在氧化支路上，甘油在甘油脫氫酶(glycerol dehydrogenase, GDH)的作用下氧化生成二羥丙酮(dihydroxyacetone, DHA)，同時將NAD+還原成NADH，然后在二羥丙酮激酶(dihydroxyacetone kinase, DhaK)的作用下消耗ATP，磷酸化生成磷酸二羥丙酮(dihydroxyacetonephosphate, DHAP)，進入糖酵解途徑產生各種副產物。不同菌株在氧化途徑中生成的副產物不一樣，如：丁酸和正丁醇只在梭菌屬中才產生，而2,3-丁二醇僅由腸桿菌屬產生，所有產生菌中最常見的副產物是乙酸和乙醇。
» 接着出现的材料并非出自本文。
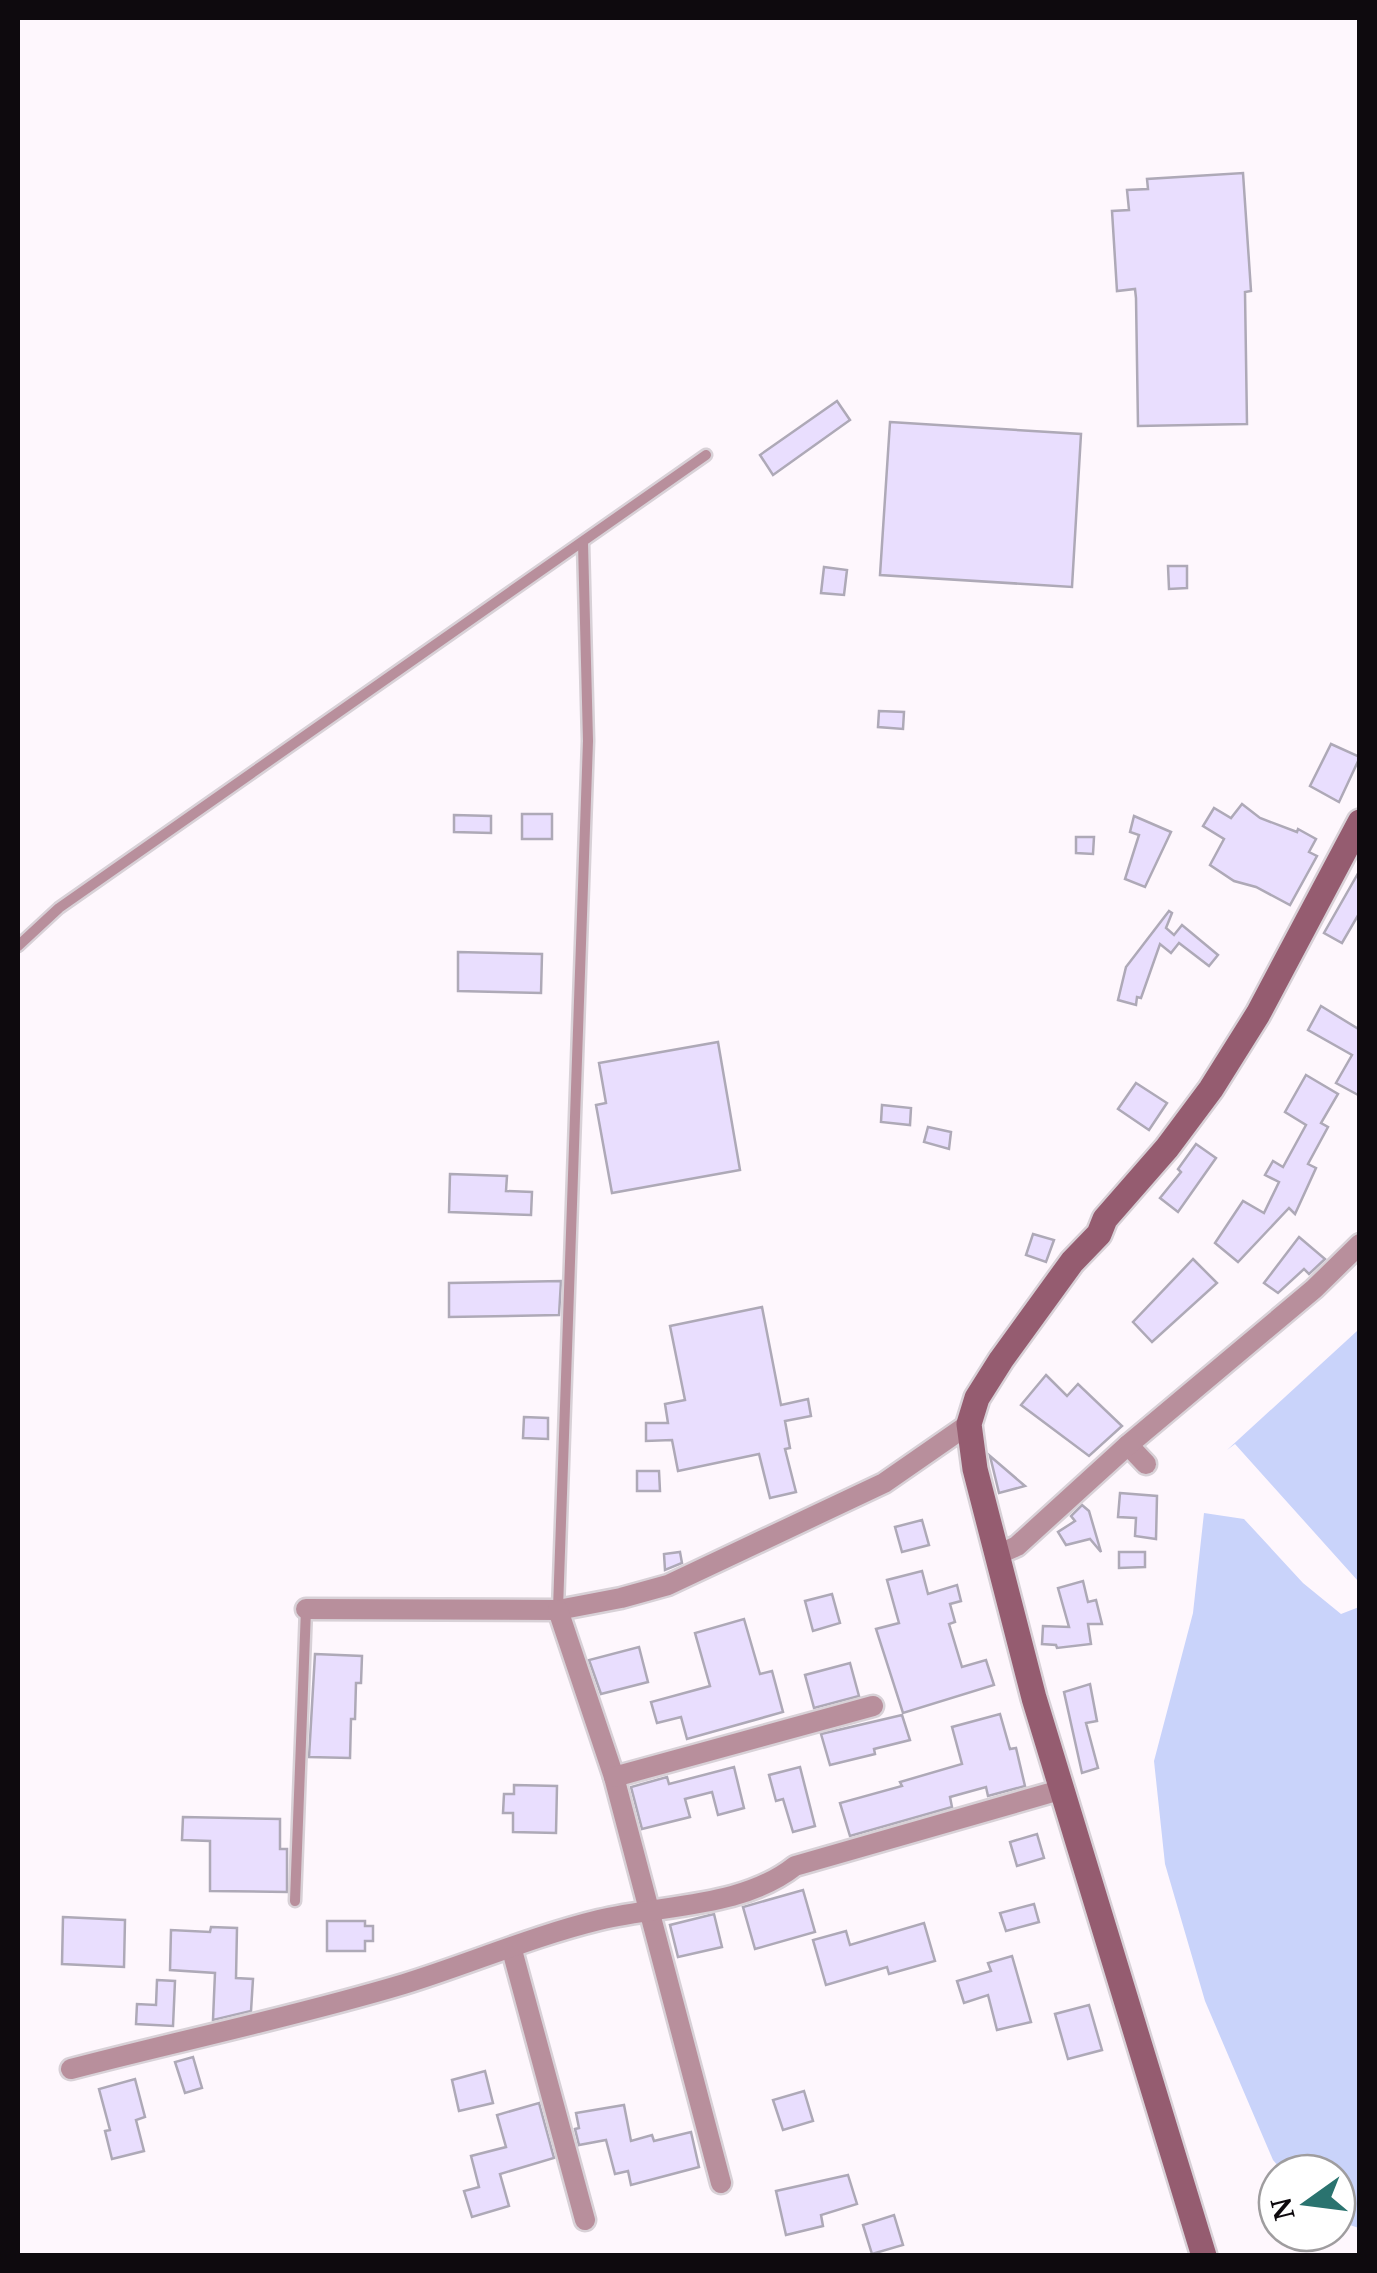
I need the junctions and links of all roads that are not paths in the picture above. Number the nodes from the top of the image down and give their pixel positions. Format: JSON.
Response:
{"nodes":[{"id":1,"x":706,"y":456,"type":"dead end"},
{"id":2,"x":583,"y":543,"type":"junction"},
{"id":3,"x":1358,"y":831,"type":"edge"},
{"id":4,"x":18,"y":946,"type":"edge"},
{"id":5,"x":1360,"y":1244,"type":"edge"},
{"id":6,"x":969,"y":1424,"type":"junction"},
{"id":7,"x":1128,"y":1445,"type":"junction"},
{"id":8,"x":1146,"y":1464,"type":"dead end"},
{"id":9,"x":997,"y":1555,"type":"junction"},
{"id":10,"x":306,"y":1609,"type":"joint"},
{"id":11,"x":558,"y":1610,"type":"junction"},
{"id":12,"x":874,"y":1706,"type":"dead end"},
{"id":13,"x":614,"y":1777,"type":"junction"},
{"id":14,"x":1060,"y":1790,"type":"junction"},
{"id":15,"x":295,"y":1901,"type":"dead end"},
{"id":16,"x":646,"y":1909,"type":"junction"},
{"id":17,"x":512,"y":1950,"type":"junction"},
{"id":18,"x":71,"y":2069,"type":"dead end"},
{"id":19,"x":721,"y":2184,"type":"dead end"},
{"id":20,"x":585,"y":2220,"type":"dead end"},
{"id":21,"x":1204,"y":2256,"type":"edge"}],
"edges":[{"from":1,"to":2,"type":"lane"},
{"from":2,"to":4,"type":"lane"},
{"from":2,"to":11,"type":"lane"},
{"from":3,"to":6,"type":"street"},
{"from":5,"to":7,"type":"street"},
{"from":6,"to":9,"type":"street"},
{"from":6,"to":11,"type":"street"},
{"from":7,"to":8,"type":"street"},
{"from":7,"to":9,"type":"street"},
{"from":9,"to":14,"type":"street"},
{"from":10,"to":11,"type":"street"},
{"from":10,"to":15,"type":"lane"},
{"from":11,"to":13,"type":"street"},
{"from":12,"to":13,"type":"street"},
{"from":13,"to":16,"type":"street"},
{"from":14,"to":16,"type":"street"},
{"from":14,"to":21,"type":"street"},
{"from":16,"to":17,"type":"street"},
{"from":16,"to":19,"type":"street"},
{"from":17,"to":18,"type":"street"},
{"from":17,"to":20,"type":"street"}]}
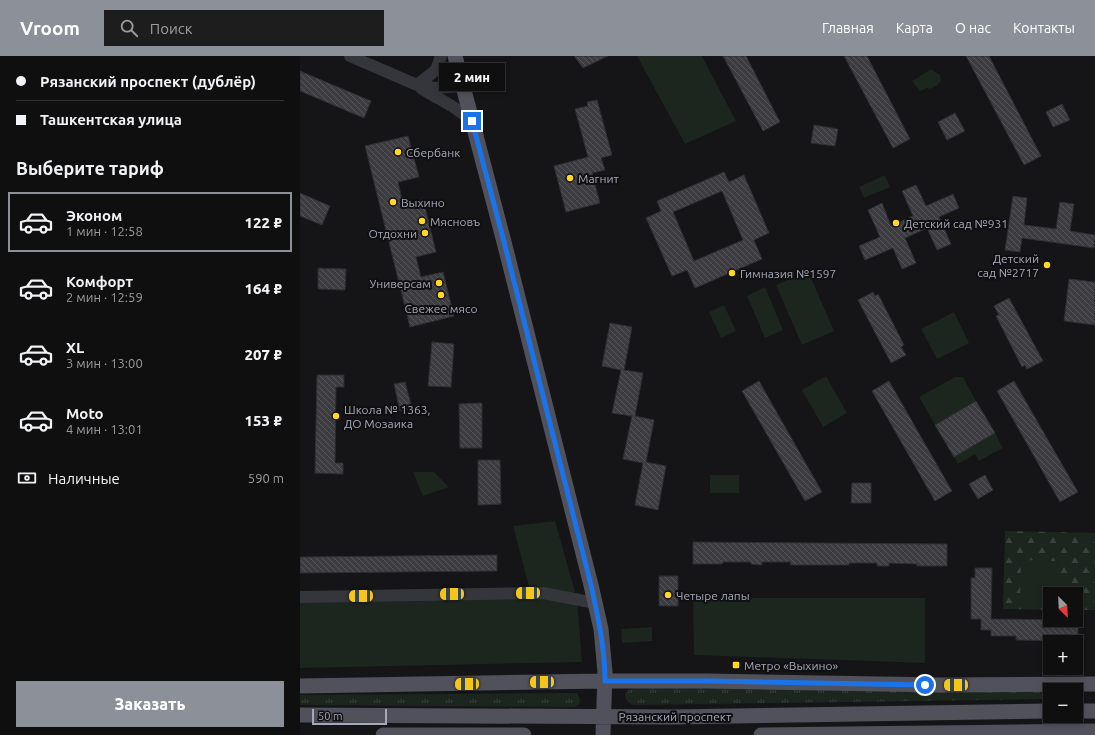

常用的C.butyricum副產丁酸和乙酸，而K.pneumoniae則副產2,3-丁二醇、乙酸、乙醇以及乙偶姻(3-羥基-2-丁酮)、乳酸、琥珀酸等。副產物的合成消耗大量的底物并降低了轉化率，同時也給1,3-PD的分離提取帶來沉重的負擔[22]。

在還原支路中，甘油在甘油脫水酶(glycerol dehydratase, GDHt)作用下脫水生成3-羥基丙醛(3-hydroxypropionaldehyde, 3-HPA)，然后在1,3-PD氧化還原酶(1,3-propanediol oxidoreductase, PDOR)作用下消耗還原力NADH形成1,3-PD。底物限制條件下，GDHt是產物生成的限速酶；底物過量時，PDOR是限速酶[23]，此時溢出的3-HPA抑制細胞生長和代謝。

2 發酵工藝

2.1 一步發酵法

一步發酵法通常指利用天然微生物菌株發酵甘油生產1,3-PD，或者利用基因工程菌株直接以葡萄糖為底物生產1,3-PD的發酵過程。為了降低原料成本，許多學者嘗試利用粗甘油或者用葡萄糖、蔗糖、麥芽糖、木糖、半纖維素水解液等作為共底物來生產1,3-PD。近年來一些研究表明，來自生物柴油的粗甘油中所存在的各種雜質并沒有對Clostridiumbutyricum(VPI 1718) 和Klebsiellapneumoniae生產1,3-PD產生抑制作用[9，24-25]。在K.pneumoniae的批次流加發酵過程中，使用粗甘油比純甘油生產1,3-PD的效率更高[9]。在K.pneumoniae中對甘油和葡萄糖的共底物發酵進行了化學計量分析表明，在厭氧條件下當葡萄糖與甘油的摩爾比為0.32時，甘油可以100%轉化為1，3-PD[26]。在批次流加發酵中，利用甘油和半纖維素水解液作為共底物進行發酵，K.pneumoniae生產1,3-PD的濃度和轉化率分別增加17.8%和25%[27]；木質纖維素水解液能使Clostridumdiolis的1, 3-PD得率由0.62 mol/mol提高到0.82 mol/mol[28]。

2.2 兩步發酵法和多階段發酵法

兩步發酵法指的是將兩個不同微生物在不同的條件下進行發酵的過程，其目的是為了每一步都獲得最大的生長速率。Hartlep等[29]利用耐滲酵母Pichiafarinose或重組E.coli和K.pneumoniae進行兩步發酵，將葡萄糖轉化為1,3-PD，但1,3-PD的轉化率僅為0.17 g/g。另外，Mendes等[30]也進行了兩步發酵法的研究，它們利用兩個重組微生物SaccharomycescerevisiaeHC42和ClostridiumacetobutylicumDG1轉化葡萄糖和糖蜜生產1,3-PD。研究發現當葡萄糖的初濃度為103 g/L時，1,3-PD的質量濃度最高達到25.5 g/L，生產強度為0.16 g/L/h,甘油的轉化率為0.56 g/g，葡萄糖的轉化率為0.24 g/g。兩步發酵的轉化率比杜邦公司的一步發酵的轉化率(0.51 g/g)低得多。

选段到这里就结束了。